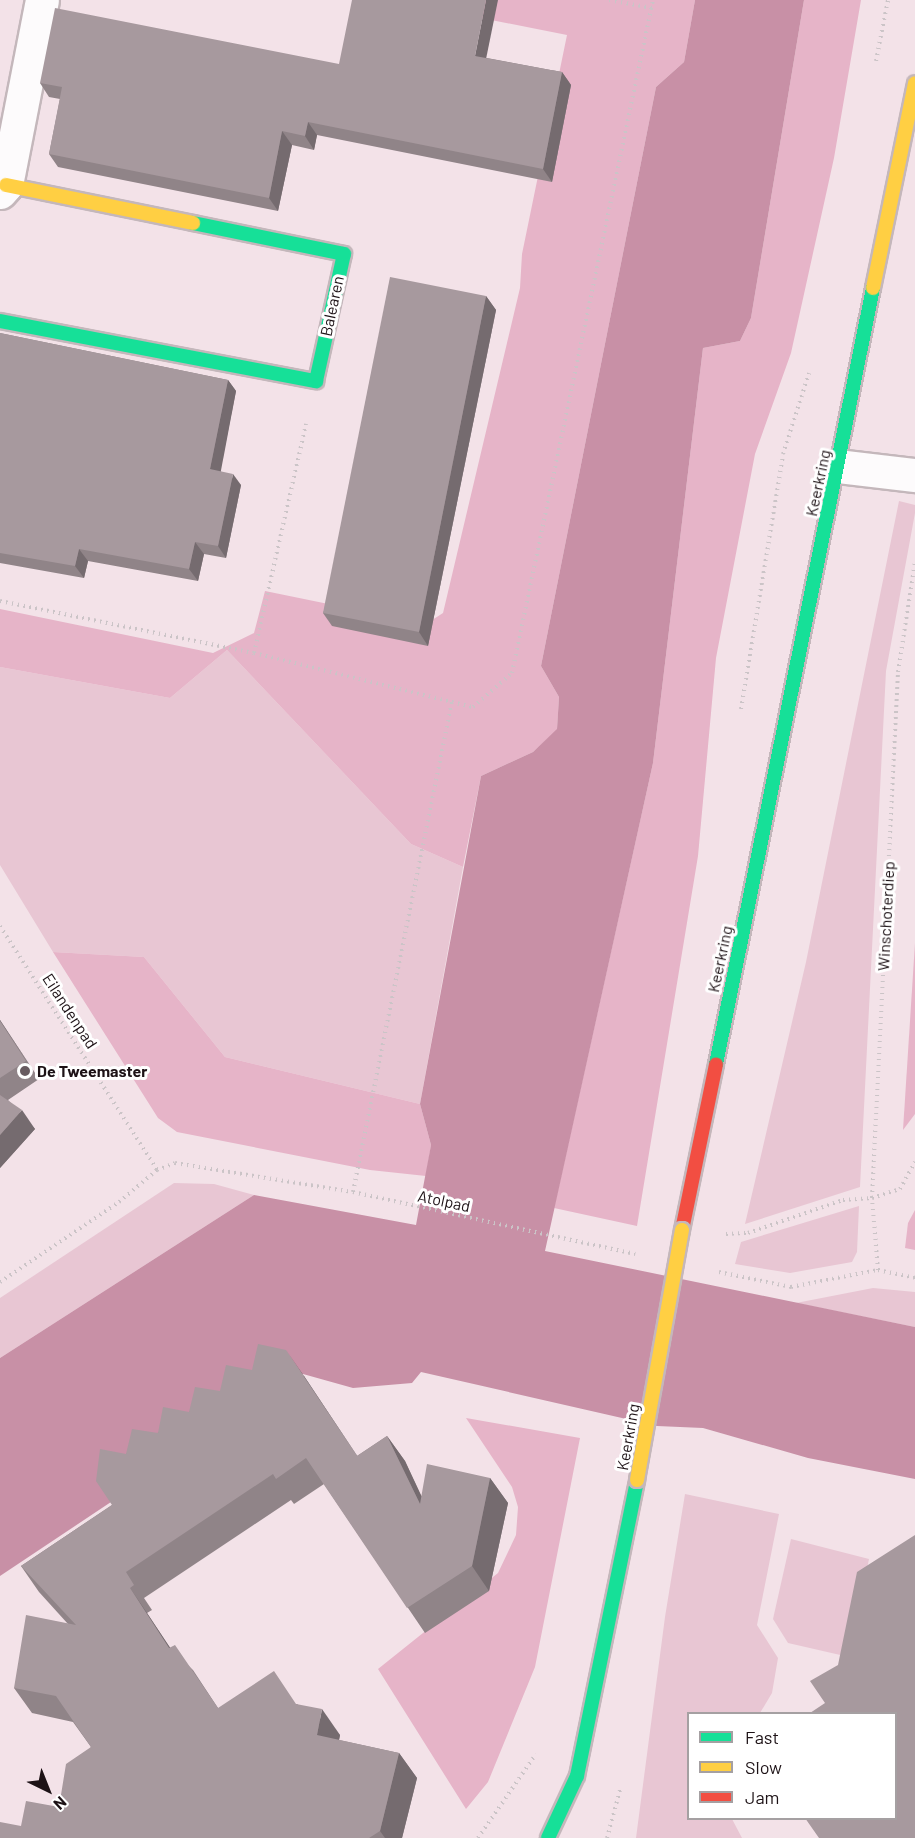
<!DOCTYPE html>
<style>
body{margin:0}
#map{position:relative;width:915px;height:1838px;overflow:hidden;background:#f3e2e8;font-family:Barlow,sans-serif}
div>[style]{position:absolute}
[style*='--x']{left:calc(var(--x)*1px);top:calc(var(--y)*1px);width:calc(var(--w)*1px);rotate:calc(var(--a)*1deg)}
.green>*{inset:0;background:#e8c6d3}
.forest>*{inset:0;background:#e6b4c8}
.water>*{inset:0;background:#c890a6}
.path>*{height:4px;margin-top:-2px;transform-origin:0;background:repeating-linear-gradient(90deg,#cbc4c7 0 1.5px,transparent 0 6px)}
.roads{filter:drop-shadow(2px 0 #c4b7bb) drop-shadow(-2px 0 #c4b7bb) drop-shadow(0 2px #c4b7bb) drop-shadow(0 -2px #c4b7bb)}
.street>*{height:33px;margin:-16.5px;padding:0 16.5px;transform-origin:16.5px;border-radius:16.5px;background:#fdfbfc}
.fast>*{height:14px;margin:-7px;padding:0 7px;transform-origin:7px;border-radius:7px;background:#16e098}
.slow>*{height:14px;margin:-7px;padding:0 7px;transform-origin:7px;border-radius:7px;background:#ffcf43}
.jam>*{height:14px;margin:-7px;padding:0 7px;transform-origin:7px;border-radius:7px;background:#f24e42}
.bridges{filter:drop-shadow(2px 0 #c4b7bb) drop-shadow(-2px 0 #c4b7bb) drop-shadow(0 2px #c4b7bb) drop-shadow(0 -2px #c4b7bb)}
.slow-bridge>*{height:14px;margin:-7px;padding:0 7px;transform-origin:7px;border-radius:7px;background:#ffcf43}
.wall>*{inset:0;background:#908488}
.shaded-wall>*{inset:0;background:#756b6f}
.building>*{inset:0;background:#a7999e}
.dots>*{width:16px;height:16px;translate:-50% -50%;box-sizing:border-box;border:3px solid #fff;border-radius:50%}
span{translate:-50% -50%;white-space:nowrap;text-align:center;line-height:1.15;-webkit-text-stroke:6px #fff;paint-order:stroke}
.street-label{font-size:16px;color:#1d1216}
.poi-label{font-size:16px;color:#1d1216;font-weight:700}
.left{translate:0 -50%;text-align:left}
.legend{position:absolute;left:687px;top:1712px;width:210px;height:108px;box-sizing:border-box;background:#fff;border:2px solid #a5a0a2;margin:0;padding:8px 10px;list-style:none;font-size:18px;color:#1d1216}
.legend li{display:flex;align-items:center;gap:12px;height:30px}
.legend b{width:30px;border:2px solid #a5a0a2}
.north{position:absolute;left:18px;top:1760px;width:60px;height:60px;-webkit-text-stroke:4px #fff;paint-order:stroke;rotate:137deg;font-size:16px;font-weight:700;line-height:24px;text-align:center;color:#1d1216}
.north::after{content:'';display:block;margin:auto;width:21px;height:27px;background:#1d1216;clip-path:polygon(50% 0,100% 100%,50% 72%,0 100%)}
</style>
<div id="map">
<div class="green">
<div style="clip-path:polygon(899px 501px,915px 505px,915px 513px,886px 671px,860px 1187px,745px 1224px,806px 962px)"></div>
<div style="clip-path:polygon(227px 650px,411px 844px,463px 867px,420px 1104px,225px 1057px,144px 957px,53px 952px,0 865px,0 667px,170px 698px)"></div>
<div style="clip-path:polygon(174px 1183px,214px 1184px,254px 1195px,0 1358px,0 1298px)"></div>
<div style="clip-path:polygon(859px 1206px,857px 1252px,852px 1262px,790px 1273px,735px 1264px,741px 1242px)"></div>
<div style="clip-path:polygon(873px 1288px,915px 1292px,915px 1327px,796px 1303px)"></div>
<div style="clip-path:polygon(685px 1494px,779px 1514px,757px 1625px,778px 1658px,772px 1693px,760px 1713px,688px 1714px,688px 1818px,732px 1819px,742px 1838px,636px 1838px,665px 1617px)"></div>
<div style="clip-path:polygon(791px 1539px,869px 1559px,849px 1657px,788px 1643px,773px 1619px)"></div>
</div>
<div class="forest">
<div style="clip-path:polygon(390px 0,695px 0,684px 62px,656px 87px,541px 666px,559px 697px,557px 730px,533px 752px,481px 776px,463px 867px,411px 844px,227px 650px,170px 698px,0 667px,0 609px,213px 653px,254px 633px,265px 591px,426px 624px,443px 613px,520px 288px,522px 254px,567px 35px)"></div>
<div style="clip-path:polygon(804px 0,861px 0,834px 158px,791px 353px,755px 454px,716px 658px,698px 856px,637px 1226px,554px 1208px,653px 763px,703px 348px,740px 341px,751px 318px)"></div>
<div style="clip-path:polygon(915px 943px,915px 1114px,903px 1130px)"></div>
<div style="clip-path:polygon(53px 952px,144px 957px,225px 1057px,420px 1104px,431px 1145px,426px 1176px,370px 1170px,177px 1132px,158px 1118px)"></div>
<div style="clip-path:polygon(915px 1210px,915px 1250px,905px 1248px,908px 1223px)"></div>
<div style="clip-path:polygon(466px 1418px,580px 1438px,535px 1667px,488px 1782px,466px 1809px,378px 1669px,498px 1573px,516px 1535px,518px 1507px,512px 1487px)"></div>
</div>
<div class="water">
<div style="clip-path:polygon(695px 0,804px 0,751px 318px,740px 341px,703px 348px,653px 763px,545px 1251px,915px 1327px,915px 1479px,808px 1458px,703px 1428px,657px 1426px,421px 1372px,412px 1383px,353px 1388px,303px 1374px,0 1576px,0 1358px,254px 1195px,416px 1225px,431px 1145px,420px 1104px,481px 776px,533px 752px,557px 729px,559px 697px,541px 666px,656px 87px,684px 62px)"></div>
</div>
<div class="path">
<div style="--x:609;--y:0;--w:44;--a:10.5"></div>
<div style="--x:876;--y:61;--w:62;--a:-78.9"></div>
<div style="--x:0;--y:601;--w:259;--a:11.6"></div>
<div style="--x:254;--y:653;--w:235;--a:-77.2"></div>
<div style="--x:254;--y:653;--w:226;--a:13.9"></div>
<div style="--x:473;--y:707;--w:52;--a:-41.1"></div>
<div style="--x:512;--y:673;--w:688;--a:-78.17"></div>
<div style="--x:741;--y:709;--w:258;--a:-80.6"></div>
<div style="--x:783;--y:454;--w:85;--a:-72.2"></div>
<div style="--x:0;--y:926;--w:290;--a:57.2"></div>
<div style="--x:353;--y:1192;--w:500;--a:-78.6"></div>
<div style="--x:726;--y:1234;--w:22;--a:-3"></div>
<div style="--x:748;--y:1233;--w:101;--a:-19.2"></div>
<div style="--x:843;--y:1200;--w:29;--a:-4"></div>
<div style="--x:872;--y:1198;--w:29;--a:-18"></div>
<div style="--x:900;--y:1189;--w:31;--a:-61"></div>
<div style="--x:878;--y:1270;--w:72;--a:-94.8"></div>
<div style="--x:872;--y:1198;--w:527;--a:-87.17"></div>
<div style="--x:898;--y:672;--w:111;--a:-81.2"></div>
<div style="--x:719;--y:1272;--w:74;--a:11.8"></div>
<div style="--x:791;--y:1287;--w:89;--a:-11.1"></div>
<div style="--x:878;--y:1270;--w:38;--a:12"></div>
<div style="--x:0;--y:1282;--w:143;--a:-33.9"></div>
<div style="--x:119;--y:1202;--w:50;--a:-40.1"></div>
<div style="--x:157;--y:1170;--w:19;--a:-21"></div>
<div style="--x:175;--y:1163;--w:180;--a:9.3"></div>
<div style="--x:353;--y:1192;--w:289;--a:12.4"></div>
<div style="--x:478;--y:1838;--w:102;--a:-55.4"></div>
<div style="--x:607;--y:1838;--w:50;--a:-74.8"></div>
</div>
<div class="roads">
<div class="street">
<div style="--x:0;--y:192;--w:9;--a:-49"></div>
<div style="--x:6;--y:185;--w:188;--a:-79"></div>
<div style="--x:838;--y:466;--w:78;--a:6.7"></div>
</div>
<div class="fast">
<div style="--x:0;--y:321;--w:322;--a:10.8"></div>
<div style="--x:316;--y:381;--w:130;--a:-77.6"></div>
<div style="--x:344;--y:254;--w:154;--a:-168.4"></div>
<div style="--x:716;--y:1064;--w:792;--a:-78.56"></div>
<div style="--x:548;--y:1838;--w:68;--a:-64.9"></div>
<div style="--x:577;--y:1776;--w:302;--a:-78.5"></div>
</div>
<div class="slow">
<div style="--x:6;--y:185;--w:191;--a:11.5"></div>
<div style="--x:873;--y:288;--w:209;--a:-78.4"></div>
</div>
<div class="jam">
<div style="--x:682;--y:1230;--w:169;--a:-78.4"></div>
</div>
</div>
<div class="bridges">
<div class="slow-bridge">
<div style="--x:637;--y:1480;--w:254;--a:-79.8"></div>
</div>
</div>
<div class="wall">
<div style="clip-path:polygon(487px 58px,562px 72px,571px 85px,552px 182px,317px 135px,314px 150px,292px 145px,278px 211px,58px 167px,49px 154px,60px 99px,49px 97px,40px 83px,339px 64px)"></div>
<div style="clip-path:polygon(486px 296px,496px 310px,428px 646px,332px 626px,323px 613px)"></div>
<div style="clip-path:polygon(0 333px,228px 380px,236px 391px,220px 471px,241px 485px,226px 558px,204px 554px,198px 581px,88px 561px,84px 578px,0 563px)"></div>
<div style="clip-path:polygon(0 1020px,39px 1079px,8px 1100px,35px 1129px,0 1168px)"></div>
<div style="clip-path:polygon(252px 1370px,304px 1376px,357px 1456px,387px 1436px,405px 1461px,421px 1496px,490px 1478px,508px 1503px,489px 1591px,425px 1633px,324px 1484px,294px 1504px,291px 1500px,144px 1598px,152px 1610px,147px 1613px,170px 1648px,193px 1670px,218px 1708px,297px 1704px,340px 1735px,339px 1740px,399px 1753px,417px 1778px,402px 1838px,0 1838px,59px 1807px,91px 1747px,73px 1722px,32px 1713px,14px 1688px,68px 1624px,39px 1592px,21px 1566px,112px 1505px,126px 1454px)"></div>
</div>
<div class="shaded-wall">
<div style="clip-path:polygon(486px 0,498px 0,484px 69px,475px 56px)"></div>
<div style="clip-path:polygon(562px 72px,571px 85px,552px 182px,543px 169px)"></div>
<div style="clip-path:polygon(308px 122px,317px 135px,314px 150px,305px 136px)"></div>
<div style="clip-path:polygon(282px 131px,292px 145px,278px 211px,269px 198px)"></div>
<div style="clip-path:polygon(486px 296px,496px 310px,428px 646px,419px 632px)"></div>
<div style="clip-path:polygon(228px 380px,236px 391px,219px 481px,210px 469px)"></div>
<div style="clip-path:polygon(233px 474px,241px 485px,226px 558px,218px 546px)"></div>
<div style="clip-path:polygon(195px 542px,204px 554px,198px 581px,189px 569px)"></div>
<div style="clip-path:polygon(79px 549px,88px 561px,84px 578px,75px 566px)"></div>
<div style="clip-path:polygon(0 1020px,39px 1079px,0 1021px)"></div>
<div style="clip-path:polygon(22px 1110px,35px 1129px,0 1168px,0 1135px)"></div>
<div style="clip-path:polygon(286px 1350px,304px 1376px,374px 1481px,357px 1456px)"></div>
<div style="clip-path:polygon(387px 1436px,405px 1461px,437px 1529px,420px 1504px)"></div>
<div style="clip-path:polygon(490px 1478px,508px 1503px,489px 1591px,472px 1566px)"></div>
<div style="clip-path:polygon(130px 1588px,147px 1613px,187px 1673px,169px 1648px)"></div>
<div style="clip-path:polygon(322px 1709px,340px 1735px,335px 1760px,317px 1735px)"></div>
<div style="clip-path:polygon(399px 1753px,417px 1778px,402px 1838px,385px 1838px,380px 1831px)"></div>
</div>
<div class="building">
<div style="clip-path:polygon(352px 0,486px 0,475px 56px,562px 72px,543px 169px,308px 122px,305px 136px,282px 131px,269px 198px,49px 154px,62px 87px,40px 83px,55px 8px,339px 64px)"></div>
<div style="clip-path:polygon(390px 277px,486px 296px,419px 632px,323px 613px)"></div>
<div style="clip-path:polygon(0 333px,228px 380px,210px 469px,233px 474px,218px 546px,195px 542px,189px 569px,79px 549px,75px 566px,0 553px)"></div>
<div style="clip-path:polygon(0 1021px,26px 1061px,0 1078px)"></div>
<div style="clip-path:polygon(0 1095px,22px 1110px,0 1135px)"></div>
<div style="clip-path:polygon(258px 1344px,286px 1350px,357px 1456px,387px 1436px,420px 1504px,427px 1464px,490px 1478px,472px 1566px,407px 1608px,306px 1458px,276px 1479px,273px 1474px,126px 1572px,134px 1585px,130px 1588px,169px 1648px,175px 1645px,218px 1708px,274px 1671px,296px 1704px,322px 1709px,317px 1735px,399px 1753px,380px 1831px,369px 1838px,0 1838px,0 1822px,21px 1826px,26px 1801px,59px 1807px,66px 1764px,91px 1747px,56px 1696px,14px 1688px,26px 1615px,76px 1625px,21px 1566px,112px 1505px,96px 1481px,100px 1449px,126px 1454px,132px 1429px,158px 1433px,163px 1407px,189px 1412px,195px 1387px,220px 1391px,226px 1365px,252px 1370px)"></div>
<div style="clip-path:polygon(915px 1535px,915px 1838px,819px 1838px,805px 1818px,896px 1818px,896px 1713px,810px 1713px,825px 1703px,810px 1681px,838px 1665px,857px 1572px)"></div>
</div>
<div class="dots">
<div style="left:25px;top:1071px;background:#685b60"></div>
</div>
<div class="street-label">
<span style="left:332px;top:306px;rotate:-78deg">Balearen</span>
<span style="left:818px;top:483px;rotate:-78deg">Keerkring</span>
<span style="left:886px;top:916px;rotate:-87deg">Winschoterdiep</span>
<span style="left:720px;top:959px;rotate:-78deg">Keerkring</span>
<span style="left:70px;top:1011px;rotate:57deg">Eilandenpad</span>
<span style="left:444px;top:1201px;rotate:12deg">Atolpad</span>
<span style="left:628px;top:1437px;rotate:-80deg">Keerkring</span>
</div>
<div class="poi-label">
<span class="left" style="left:37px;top:1071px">De Tweemaster</span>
</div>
<ul class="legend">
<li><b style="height:8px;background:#16e098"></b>Fast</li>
<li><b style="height:8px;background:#ffcf43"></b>Slow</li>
<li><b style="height:8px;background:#f24e42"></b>Jam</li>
</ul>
<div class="north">N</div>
</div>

—————

ACTIVITY: Lines that hold "shaded" are the ones to copy, so pick each out from the data.

TASK RESPONSE:
.shaded-wall>*{inset:0;background:#756b6f}
<div class="shaded-wall">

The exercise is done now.